King's Highway 89, commonly referred to as Highway 89, is an east–west provincially maintained highway in the south central portion of the Canadian province of Ontario, stretching  from the junction of Highway 9 and Highway 23 in Harriston in the west, to Highway 400 just east of Cookstown in the east. The principal urban centres along the highway include Alliston, Shelburne and Mount Forest.
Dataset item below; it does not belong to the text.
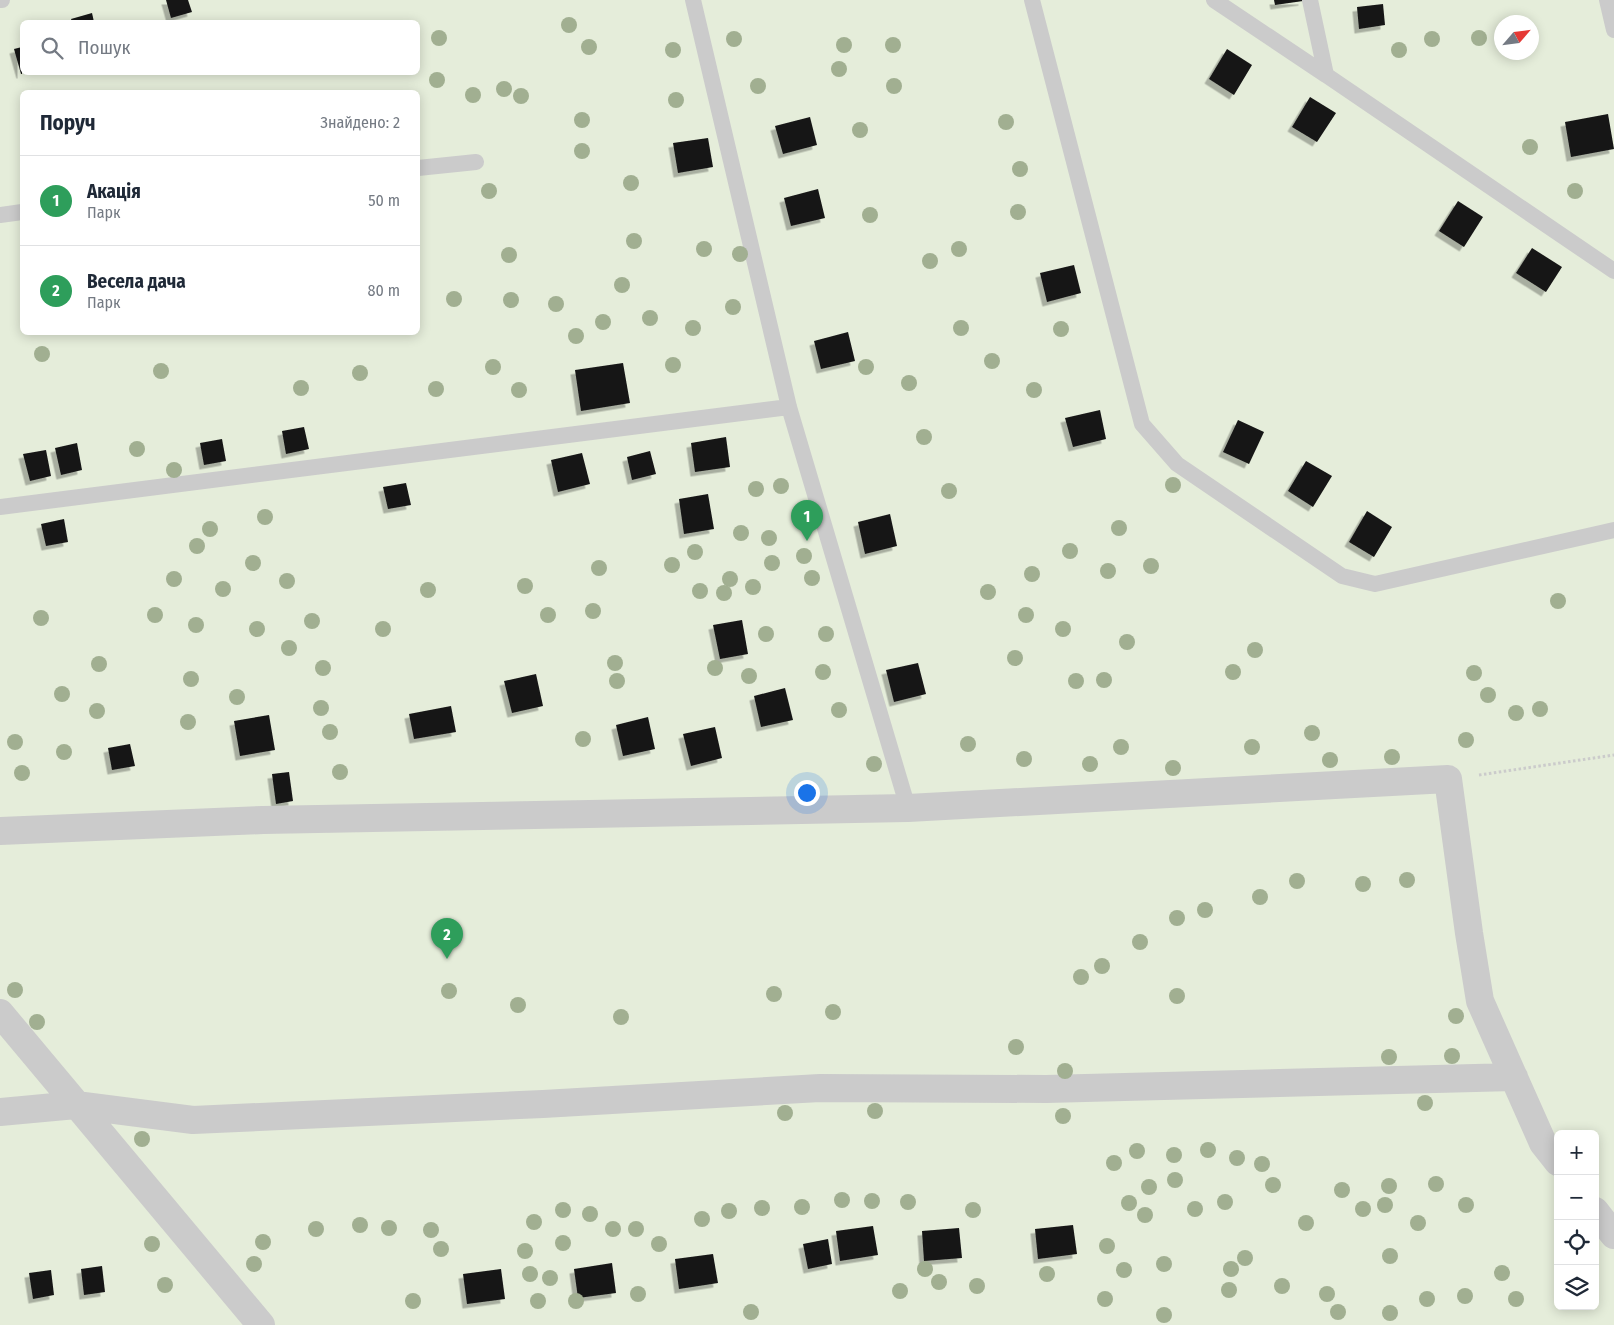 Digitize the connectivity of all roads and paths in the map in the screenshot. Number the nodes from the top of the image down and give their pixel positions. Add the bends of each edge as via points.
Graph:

Outside these towns, the highway travels through rural farmland across a large part of southwestern Ontario.

Highway 89 was established in 1937 as a result of the rerouting of Highway 9 between Orangeville and Highway 27. In 1963, the route was extended west to Palmerston and east to Highway 400. Plans were conceived during the late 1970s to push the highway further east to Highway 12 via Ravenshoe Road, resulting in a brief extension to Highway 11. However, environmental protest over the chosen route through the Holland Marsh resulted in the cancellation of plans in 1986. In 1997, the section between Highway 400 and Highway 11 was decommissioned. The most recent change to the route took place in 2003, when the section of Highway 89 between Palmerston and Harriston was renumbered as part of Highway 23, creating a shared terminus at a junction with Highway 9.

Route description 
The route forms the main streets of several of the small towns that dot the highway east to west, namely Cookstown, Alliston and Shelburne.  The highway also forms the backbone of many small villages and hamlets between the larger centres, such as Conn, Keldon, Primrose, Violet Hill, Rosemont and Nicolston.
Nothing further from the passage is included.